La Felicità esiste davvero?
A scuola mi domandarono cosa volessi essere da grande. Io scrissi “Essere felice”.
Mi dissero che non avevo capito il compito, e io risposi che loro non avevano capito la vita.
– John Lennon –
Che cosa la felicità?
Tutti affermano di voler raggiunger la felicità, senza chiarire a se stessi che cosa intendono per felicità.
Il filosofo, scrittore, pedagogista e musicista svizzero Jean-Jacques Rousseau affermava: “Tutti gli esseri umani vogliono essere felici; ma, per poter raggiungere una tale condizione, bisogna cominciare col capire che cosa si intende per felicità.”
In effetti ognuno di noi ha il proprio concetto di felicità, attribuisce il proprio significato a questo termine e ha una diversa percezione della stessa.
In linea generale potremmo affermare che «La felicità è un mito, una leggenda: tutti ne parlano ma pochi l’hanno davvero conosciuta, e pochissimi sono così fortunati da assaporarla a lungo…»
Il motivo principale risiede nell’idea che la felicità si trovi all’esterno di noi stessi. Mossi da questa convinzione ci sentiamo perennemente insoddisfatti, alla costante ricerca di qualcosa, vuoti e… infelici.
E se questo modo di percepire e considerare la felicità fosse sbagliato?
Gli studi scientifici dimostrano che il nostro cervello è programmato per produrre continuamente la sensazione di felicità. In ogni istante, infatti, mentre noi rincorriamo pensieri, progetti, obiettivi, il cervello sta “felicitando”, ossia si sta predisponendo a creare una condizione di pienezza e di soddisfazione, che non dipende dalle circostanze esterne e non ha “scadenza” temporale.

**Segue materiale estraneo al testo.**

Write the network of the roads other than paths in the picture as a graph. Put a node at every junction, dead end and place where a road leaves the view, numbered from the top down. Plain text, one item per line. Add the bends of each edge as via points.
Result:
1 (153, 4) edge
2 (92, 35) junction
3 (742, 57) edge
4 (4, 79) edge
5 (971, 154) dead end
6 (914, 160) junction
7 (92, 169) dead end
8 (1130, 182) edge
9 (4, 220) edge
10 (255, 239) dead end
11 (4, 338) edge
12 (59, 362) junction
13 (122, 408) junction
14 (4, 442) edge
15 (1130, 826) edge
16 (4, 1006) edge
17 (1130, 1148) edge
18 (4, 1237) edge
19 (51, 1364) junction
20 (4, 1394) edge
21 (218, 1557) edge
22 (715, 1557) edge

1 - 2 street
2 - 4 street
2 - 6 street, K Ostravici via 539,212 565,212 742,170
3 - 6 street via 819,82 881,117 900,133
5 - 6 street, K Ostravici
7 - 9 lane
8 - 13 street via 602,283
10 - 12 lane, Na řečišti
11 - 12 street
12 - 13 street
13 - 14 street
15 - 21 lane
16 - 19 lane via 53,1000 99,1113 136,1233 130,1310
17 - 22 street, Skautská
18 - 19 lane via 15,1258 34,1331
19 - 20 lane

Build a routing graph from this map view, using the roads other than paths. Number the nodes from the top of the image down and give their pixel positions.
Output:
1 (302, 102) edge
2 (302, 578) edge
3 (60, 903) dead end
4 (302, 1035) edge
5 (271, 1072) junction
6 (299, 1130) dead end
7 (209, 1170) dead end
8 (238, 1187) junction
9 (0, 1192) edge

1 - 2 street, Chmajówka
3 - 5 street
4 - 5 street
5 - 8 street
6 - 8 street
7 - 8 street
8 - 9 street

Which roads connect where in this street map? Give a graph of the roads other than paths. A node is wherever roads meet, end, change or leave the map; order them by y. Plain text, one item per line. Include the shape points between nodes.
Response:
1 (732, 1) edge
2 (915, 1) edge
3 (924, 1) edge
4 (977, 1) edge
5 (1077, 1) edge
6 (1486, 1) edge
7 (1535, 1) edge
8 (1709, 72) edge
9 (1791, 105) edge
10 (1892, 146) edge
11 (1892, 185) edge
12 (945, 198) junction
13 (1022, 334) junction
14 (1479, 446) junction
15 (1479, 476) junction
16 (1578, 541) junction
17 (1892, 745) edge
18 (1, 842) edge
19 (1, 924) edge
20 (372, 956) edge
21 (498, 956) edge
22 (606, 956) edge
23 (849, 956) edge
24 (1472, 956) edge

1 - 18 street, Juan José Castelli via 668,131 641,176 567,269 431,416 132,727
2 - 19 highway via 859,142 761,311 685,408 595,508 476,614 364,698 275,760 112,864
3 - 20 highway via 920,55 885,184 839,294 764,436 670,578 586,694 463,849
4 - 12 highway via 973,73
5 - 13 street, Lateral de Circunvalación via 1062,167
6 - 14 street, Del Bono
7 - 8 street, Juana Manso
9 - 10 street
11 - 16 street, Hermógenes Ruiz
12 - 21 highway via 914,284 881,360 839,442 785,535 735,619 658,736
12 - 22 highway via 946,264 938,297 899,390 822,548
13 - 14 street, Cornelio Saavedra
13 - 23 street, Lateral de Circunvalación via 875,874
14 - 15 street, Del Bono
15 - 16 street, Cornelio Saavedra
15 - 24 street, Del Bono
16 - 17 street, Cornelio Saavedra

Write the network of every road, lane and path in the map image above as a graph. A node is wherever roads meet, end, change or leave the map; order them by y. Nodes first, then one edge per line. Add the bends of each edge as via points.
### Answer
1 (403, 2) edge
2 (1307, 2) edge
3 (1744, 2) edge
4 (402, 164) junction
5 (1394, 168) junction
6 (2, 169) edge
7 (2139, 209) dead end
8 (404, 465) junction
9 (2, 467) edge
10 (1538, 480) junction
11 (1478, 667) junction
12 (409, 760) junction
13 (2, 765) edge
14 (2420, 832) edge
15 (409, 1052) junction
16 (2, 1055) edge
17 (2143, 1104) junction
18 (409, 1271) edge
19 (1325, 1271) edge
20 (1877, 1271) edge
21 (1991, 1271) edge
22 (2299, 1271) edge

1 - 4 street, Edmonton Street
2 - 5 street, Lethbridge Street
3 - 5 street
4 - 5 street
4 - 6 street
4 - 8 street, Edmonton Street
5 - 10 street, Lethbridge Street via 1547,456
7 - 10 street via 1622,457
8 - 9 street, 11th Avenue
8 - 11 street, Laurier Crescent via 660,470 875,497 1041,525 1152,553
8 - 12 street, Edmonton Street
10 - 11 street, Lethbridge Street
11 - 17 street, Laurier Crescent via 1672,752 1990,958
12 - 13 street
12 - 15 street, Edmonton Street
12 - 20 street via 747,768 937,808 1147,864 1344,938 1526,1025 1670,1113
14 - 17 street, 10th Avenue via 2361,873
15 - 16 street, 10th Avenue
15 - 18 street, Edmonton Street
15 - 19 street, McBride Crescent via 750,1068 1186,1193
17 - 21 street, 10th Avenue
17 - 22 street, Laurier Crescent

Questo meccanismo tende a mantenere la sensazione di piacere e di gratificazione attraverso il rilascio di endorfine e neuro-trasmettitori, in particolare la serotonina, responsabile di uno stato di benessere e felicità.
Secondo l’Organizzazione Mondiale della Sanità la “felicità” sembra identificarsi con la “Qualità della Vita”, che è la “percezione che ciascuna persona ha della propria posizione nella vita, nel contesto della cultura o del sistema dei valori in cui è inserito, in relazione ai propri obiettivi, aspettative, priorità, preoccupazioni”.
La filosofia ha molto disquisito sul concetto di felicità:
Platone, parlando per bocca di Socrate, sosteneva che si può essere felici solo educando il desiderio, instillato da Eros, al bene e alla bellezza, ma per far ciò il cammino è lungo ed arduo.
Solo la filosofia, a suo avviso, aiuta in questo percorso verso la Bellezza, lasciando i piaceri effimeri della vita per cercare, attraverso la virtù, il bene ultimo, “il bello in sé”. La felicità dipende
dall’uomo ed è nelle sue possibilità raggiungerla. Questo passaggio assume un’importanza epocale ed è fondamentale nel pensiero dell’antichità perché si passò da una concezione fatalistica della vita e, quindi, della felicità, dove gli Dei decidono per l’uomo che non può far nulla per opporsi alle loro decisioni, ad una concezione teleologica, per cui è l’uomo ad agire con un fine ben preciso: il raggiungimento del “bello in sé” e, di conseguenza, della felicità. La felicità in tal senso ha una dimensione esistenziale raggiungibile attraverso un percorso umano e personale e la filosofia è la via maestra per percorrere questa strada.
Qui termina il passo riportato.